O PSD de Aveiro divide-se quanto à oportunidade criada pelos partidos da oposição para acabar com o que restava de portagens na A25.
Se na Junta de Cacia há celebração pela aprovação desta medida que será operacionalizada a 1 de Janeiro de 2026, no Parlamento o presidente da concelhia do PSD votou contra por considerar que os planos do Governo permitiram uma solução mais demorada mas mais estruturada e capaz de responder às diferentes realidades no país onde subsistem concessões com pórticos em antigas scut.
Cacia é um caso especial uma vez que há anos reclama o fim dos pagamentos na cintura de Aveiro que conduziram ao aumento de tráfego na avenida na Europa, antiga EN109, via que atravessa a freguesia.
Ruído, segurança e qualidade de vida foram argumentos apresentados durante anos.
Nelson Santos diz que este é um dia feliz.
“A Junta de Freguesia de Cacia congratula-se publicamente com a decisão do Parlamento Nacional de abolir as portagens na A25 já no início de 2026. Vemos finalmente reconhecida uma reivindicação justa e necessária para o bem-estar da nossa população”.
Firmino Ferreira, presidente da concelhia de Aveiro do PSD e deputado no Parlamento, apresenta uma visão menos imediatista e mais “sustentável”.
Em declarações à Rádio Ria, disse que a medida proposta ajuda a “ficar bem na fotografia” mas não gera sustentabilidfade.

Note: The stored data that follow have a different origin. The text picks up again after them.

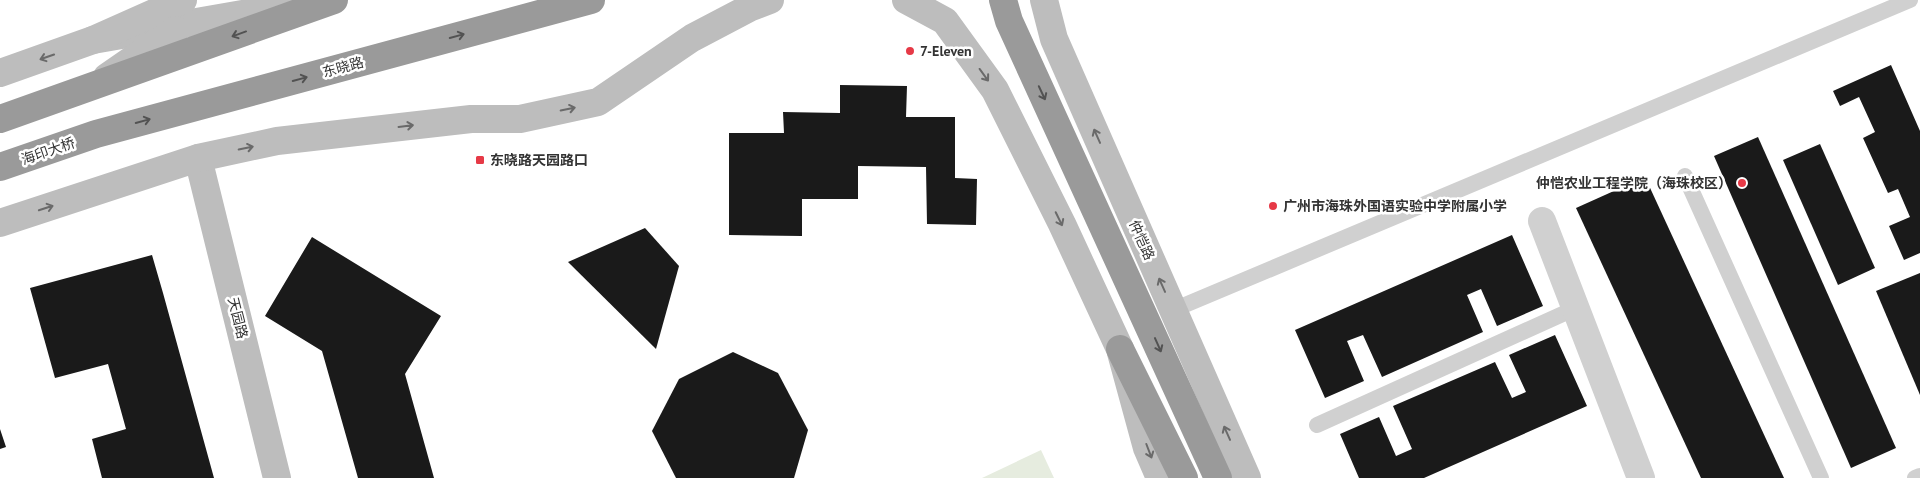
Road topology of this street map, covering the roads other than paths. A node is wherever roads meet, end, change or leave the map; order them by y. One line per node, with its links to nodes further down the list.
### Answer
1 (220, 0): 11 (main road)
2 (323, 0): 11 (main road)
3 (334, 0): 14 (highway, one-way to 14)
4 (591, 0): 16 (highway, 东晓路, one-way to 4)
5 (748, 0): 12 (main road)
6 (770, 0): 12 (main road)
7 (906, 0): 24 (main road, one-way to 24)
8 (1003, 0): 30 (highway, one-way to 30)
9 (1044, 0): 23 (main road, 仲恺路, one-way to 9)
10 (1910, 0): 23 (lane)
11 (183, 12): 13 (main road, one-way to 13); 14 (main road)
12 (729, 19): 17 (main road, one-way to 12)
13 (0, 72)
14 (90, 88): 15 (highway)
15 (0, 119)
16 (96, 134): 18 (highway, 海印大桥)
17 (198, 158): 21 (main road, one-way to 17); 27 (main road, 天园路)
18 (0, 167)
19 (1684, 176): 33 (lane)
20 (1542, 221): 22 (street)
21 (0, 223)
22 (1576, 308): 25 (lane); 32 (street)
23 (1173, 310): 31 (main road, 仲恺路, one-way to 23)
24 (1120, 350): 28 (main road, one-way to 28); 29 (highway)
25 (1317, 425)
26 (1920, 476): 34 (lane)
27 (277, 478)
28 (1160, 478)
29 (1184, 478)
30 (1218, 478)
31 (1247, 478)
32 (1641, 478)
33 (1821, 478)
34 (1915, 478)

“Era assim que o Governo se tinha comprometido a acabar com as portagens na A25: com cálculos bem realizados e eventuais negociações com as concessionárias por forma a não sobrecarregar os impostos aos portugueses, nem reduzir o investimento onde é mais preciso”.
A alteração orçamental que abre caminho ao fim dos três pórticos que subsistiam na A25 foi decidida com votos favoráveis de PS, Chega, IL, Livre, PCP, BE e JPP, a abstenção do PAN e os votos contra de PSD e CDS.